If a person with whom we are discussing a RSA provides evidence of inability to pay, we may seek to agree an instalment or payment plan.
Circumstances inevitably change. We may agree to a variation of the RSA at the request of the regulated person. For example, we may extend the deadline for an action to be taken if we consider that it is reasonable to do so. Alternatively, we may have agreed that someone should be made subject to a regulatory control and be asked several years later for the order to be lifted as the person considers that it is no longer required. In such circumstances, we will consider whether the RSA should be varied or brought to an end. When we do so, we will seek evidence to support us in our decision making.
RSAs can be reconsidered or rescinded by us if we find that the person has materially misled us (whether intentionally or not), or new information comes to light which makes it necessary in the public interest to re-open the underlying case.

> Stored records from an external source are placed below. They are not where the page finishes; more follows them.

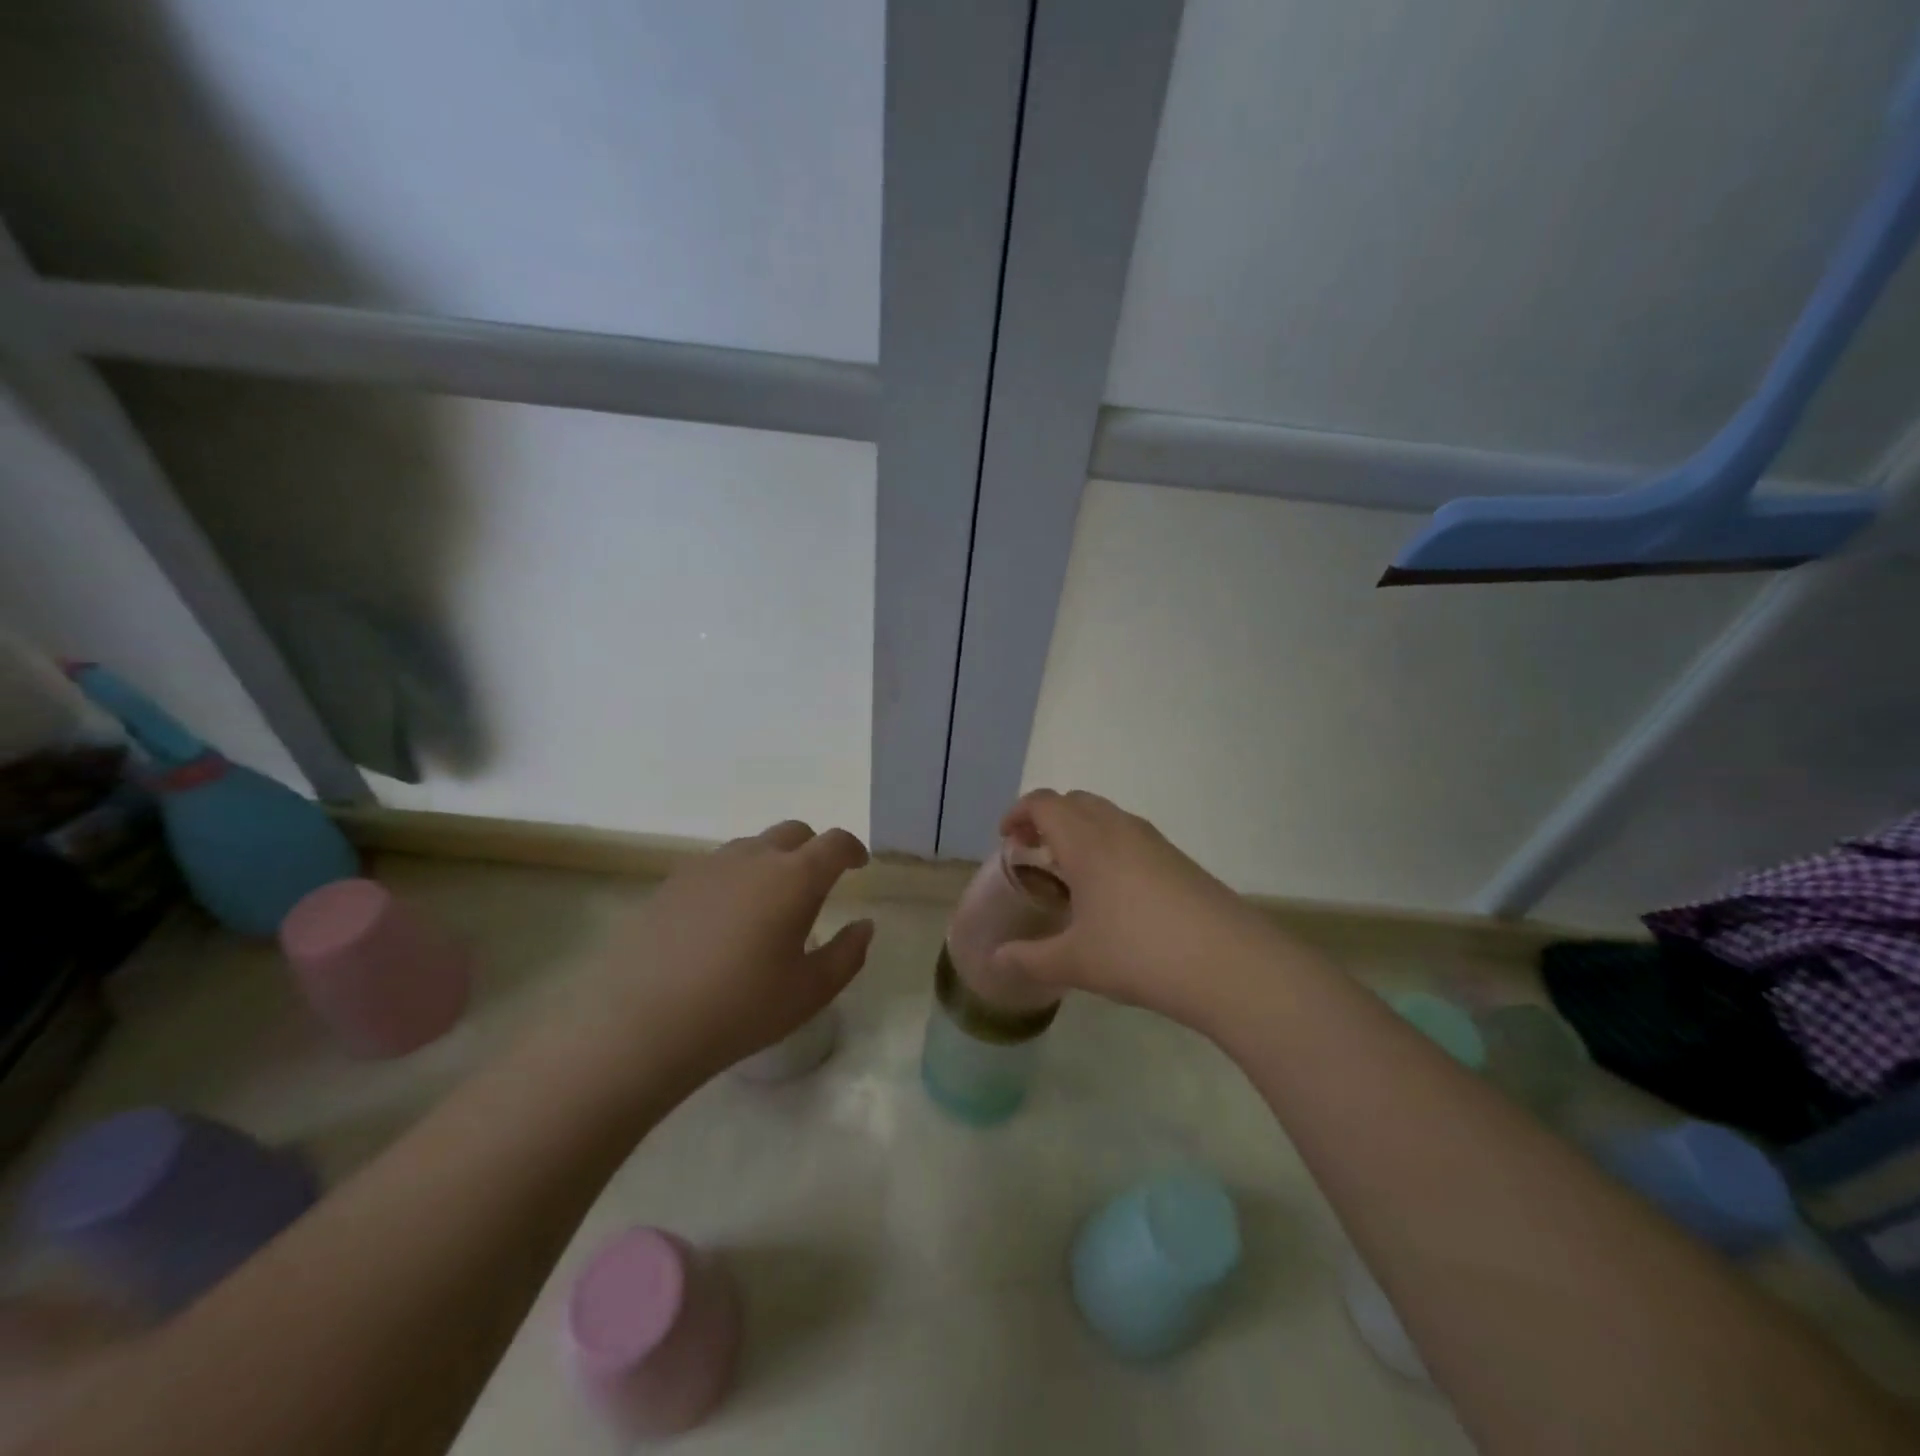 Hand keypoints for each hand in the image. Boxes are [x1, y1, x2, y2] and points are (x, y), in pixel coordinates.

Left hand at [572, 820, 873, 1089]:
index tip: (859, 865)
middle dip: (813, 850)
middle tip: (816, 884)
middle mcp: (754, 858)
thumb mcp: (810, 992)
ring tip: (768, 905)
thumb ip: (848, 954)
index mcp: (795, 878)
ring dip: (772, 862)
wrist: (642, 1022)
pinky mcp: (673, 882)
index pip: (834, 843)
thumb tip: (864, 925)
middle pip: (794, 833)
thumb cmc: (740, 1008)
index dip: (852, 849)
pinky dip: (735, 878)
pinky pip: (718, 866)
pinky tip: (723, 920)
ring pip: (753, 847)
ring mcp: (709, 866)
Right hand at [991, 790, 1279, 1028]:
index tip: (1006, 838)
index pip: (1044, 803)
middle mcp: (1118, 829)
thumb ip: (1030, 959)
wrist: (1228, 963)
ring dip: (1081, 831)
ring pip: (1106, 816)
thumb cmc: (1139, 953)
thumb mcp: (1075, 962)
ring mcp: (1154, 841)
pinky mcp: (1179, 859)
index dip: (1019, 813)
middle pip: (1075, 801)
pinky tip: (1113, 893)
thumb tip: (997, 961)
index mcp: (1086, 841)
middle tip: (1034, 853)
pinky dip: (1109, 846)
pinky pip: (1131, 836)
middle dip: (1048, 819)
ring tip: (1071, 873) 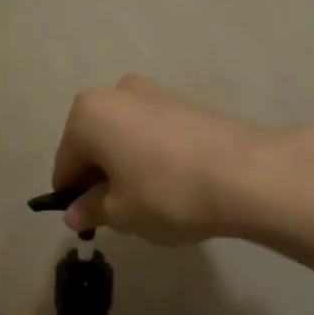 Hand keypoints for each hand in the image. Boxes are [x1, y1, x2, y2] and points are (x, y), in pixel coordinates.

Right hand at [50, 75, 287, 243]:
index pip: (66, 164)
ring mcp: (154, 92)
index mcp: (87, 114)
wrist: (247, 174)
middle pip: (94, 143)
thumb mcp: (121, 213)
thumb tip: (75, 213)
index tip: (90, 222)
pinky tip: (175, 182)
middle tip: (121, 213)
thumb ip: (91, 210)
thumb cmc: (167, 193)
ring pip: (125, 135)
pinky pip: (153, 132)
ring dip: (127, 164)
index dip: (74, 197)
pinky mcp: (186, 102)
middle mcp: (116, 93)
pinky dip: (153, 154)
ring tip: (152, 199)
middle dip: (101, 176) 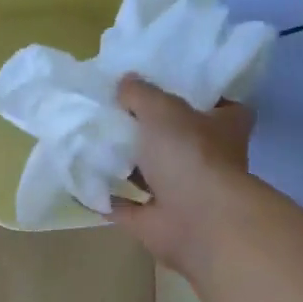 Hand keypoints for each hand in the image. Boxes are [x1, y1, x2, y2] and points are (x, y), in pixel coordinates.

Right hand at [109, 76, 256, 275]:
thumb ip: (141, 94)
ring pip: (149, 173)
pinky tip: (79, 180)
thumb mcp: (163, 110)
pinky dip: (104, 197)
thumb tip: (125, 80)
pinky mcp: (154, 220)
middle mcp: (206, 160)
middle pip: (177, 139)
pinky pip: (123, 205)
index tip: (164, 85)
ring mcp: (180, 192)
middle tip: (114, 109)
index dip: (194, 95)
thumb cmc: (190, 155)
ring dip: (125, 163)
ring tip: (89, 141)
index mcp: (224, 128)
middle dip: (150, 129)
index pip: (217, 105)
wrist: (196, 221) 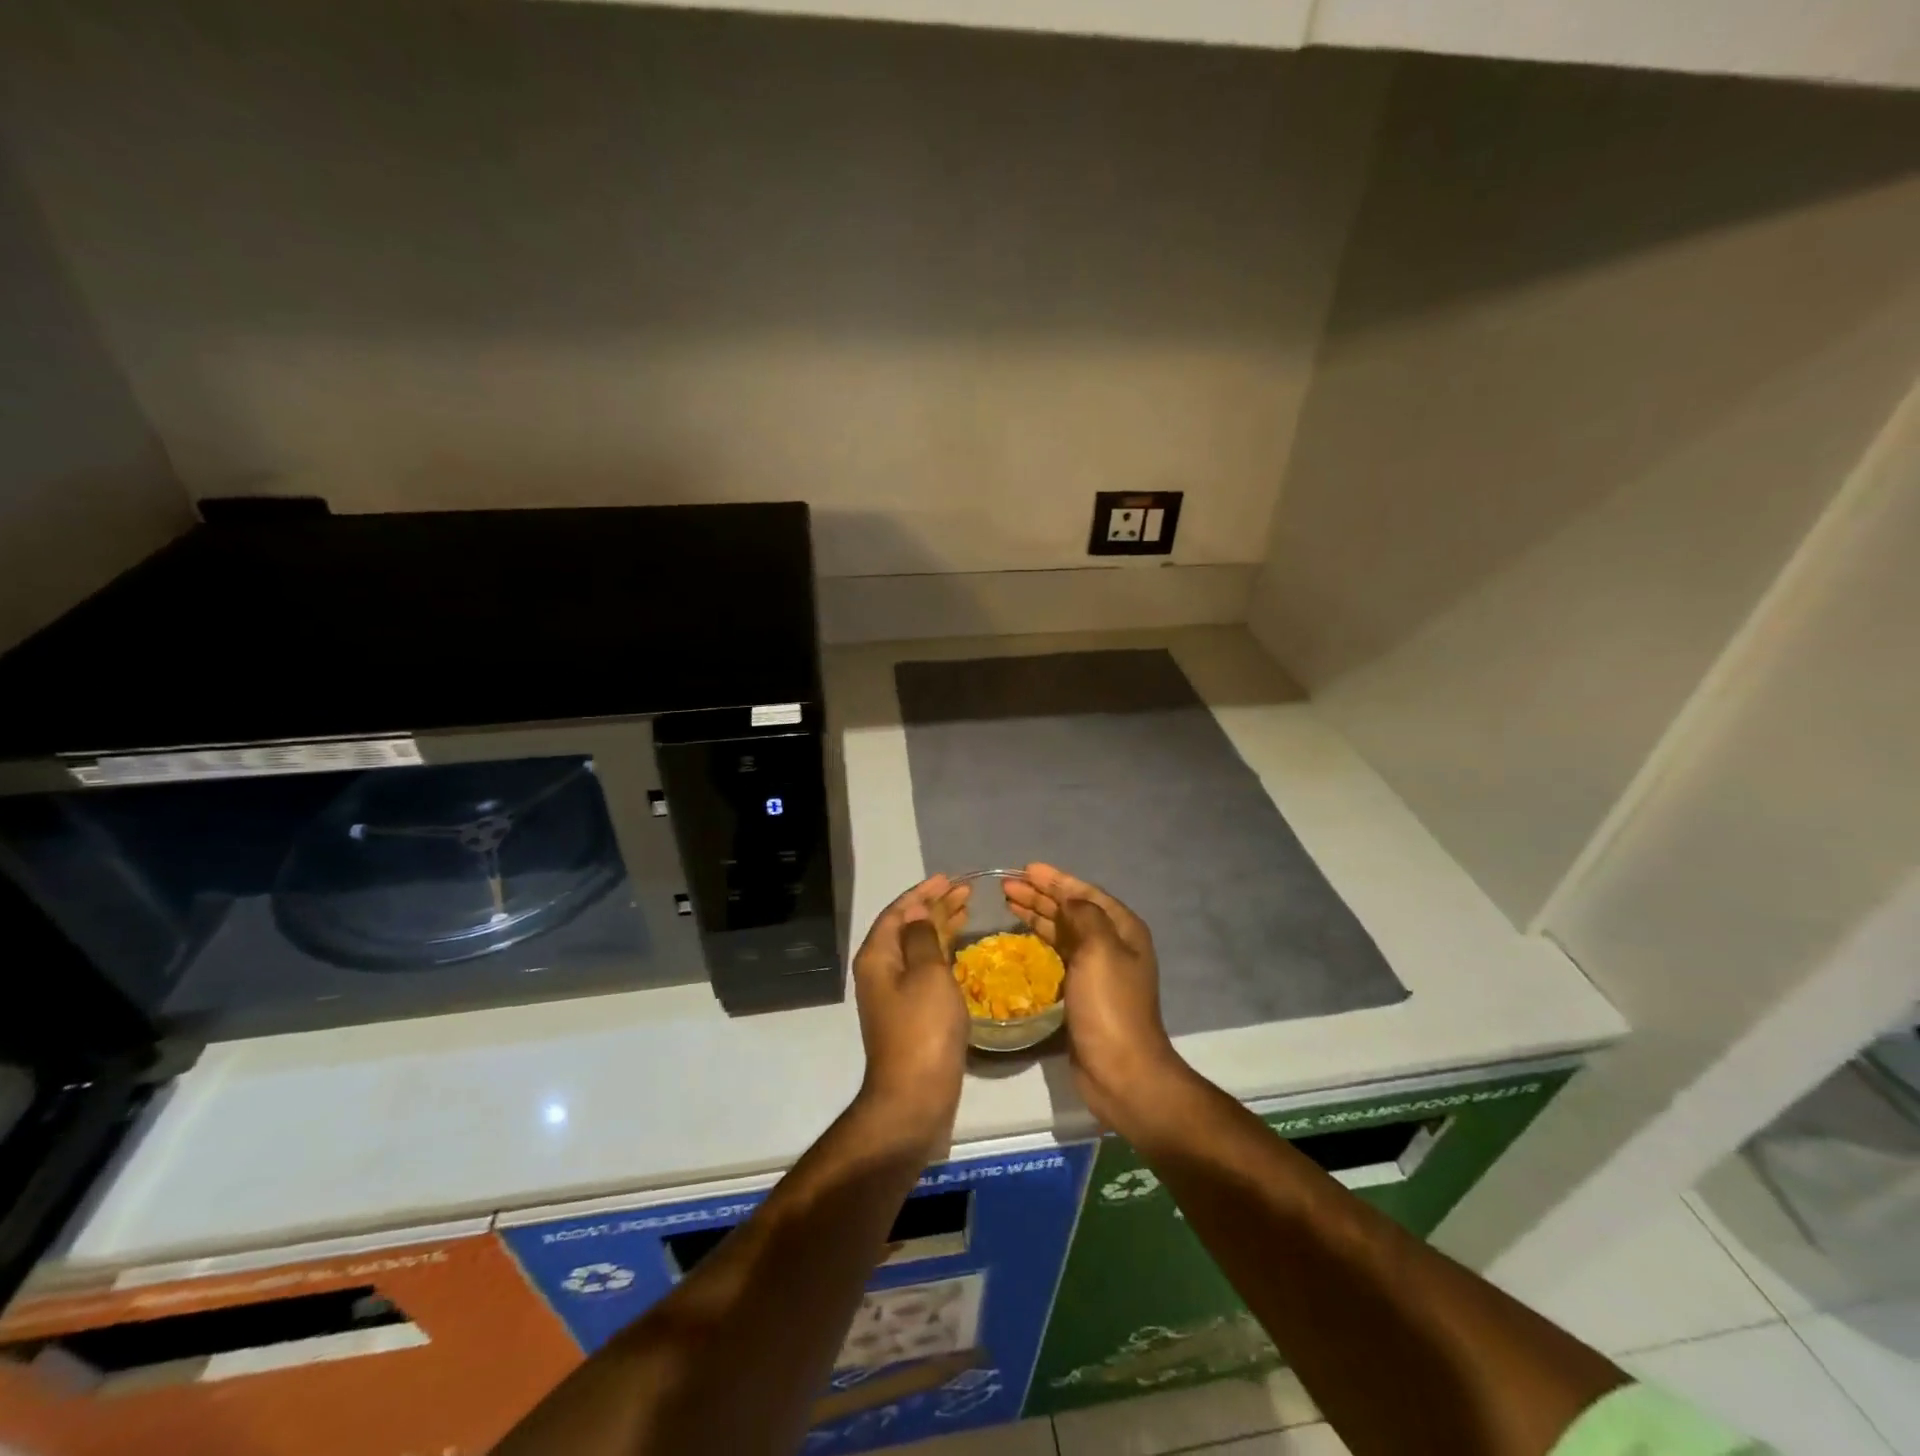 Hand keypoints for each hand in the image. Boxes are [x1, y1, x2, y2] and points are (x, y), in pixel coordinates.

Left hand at [851, 874, 971, 1145]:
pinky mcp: (910, 1014)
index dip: (923, 893)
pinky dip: (942, 953)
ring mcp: (894, 995)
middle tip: (966, 892)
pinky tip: (960, 950)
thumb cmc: (923, 1029)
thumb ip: (922, 937)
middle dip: (934, 907)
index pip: (898, 912)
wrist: (914, 1097)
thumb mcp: (927, 974)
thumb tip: (916, 912)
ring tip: (967, 911)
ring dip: (940, 927)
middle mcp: (881, 971)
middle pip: (907, 928)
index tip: (949, 879)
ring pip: (918, 949)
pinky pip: (925, 970)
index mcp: (878, 956)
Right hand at [1004, 863, 1182, 1127]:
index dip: (1056, 880)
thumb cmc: (1110, 1006)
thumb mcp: (1101, 950)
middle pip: (1072, 910)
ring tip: (1008, 902)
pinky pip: (1057, 953)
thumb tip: (1069, 899)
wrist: (1122, 1070)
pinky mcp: (1081, 990)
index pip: (1085, 893)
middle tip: (1007, 886)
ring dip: (1037, 914)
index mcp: (1123, 929)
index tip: (1026, 869)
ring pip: (1062, 930)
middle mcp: (1112, 944)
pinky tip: (1022, 935)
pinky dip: (1039, 940)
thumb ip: (1085, 916)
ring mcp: (1097, 968)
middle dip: (1041, 895)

Non-compliance with the terms of a RSA is rare. We will always check that the person meets the terms of any undertakings given in the agreement.
A failure to comply may have serious consequences. We regard anyone who does not cooperate with us, or comply with the terms of a RSA, or having entered into an agreement behaves in a way inconsistent with it (such as by denying the breaches they have admitted, or by materially misrepresenting the agreement) to be guilty of misconduct. We can re-open the original investigation, and act on any new information that suggests regulatory action is required, including the non-compliance itself.
Mr S entered into an RSA in which he undertook to trace and repay two clients who had £7,000 improperly deducted from their personal injury damages. He failed to do this, despite us contacting him on a number of occasions. In the meantime, a number of other serious failings by Mr S came to light and he was made bankrupt. We referred Mr S’s failure to comply with the RSA to the SDT. The SDT found the breach to be established and suspended him indefinitely. The SDT said that it was very concerned that Mr S had given an undertaking, when he knew he might struggle to find the sums to repay.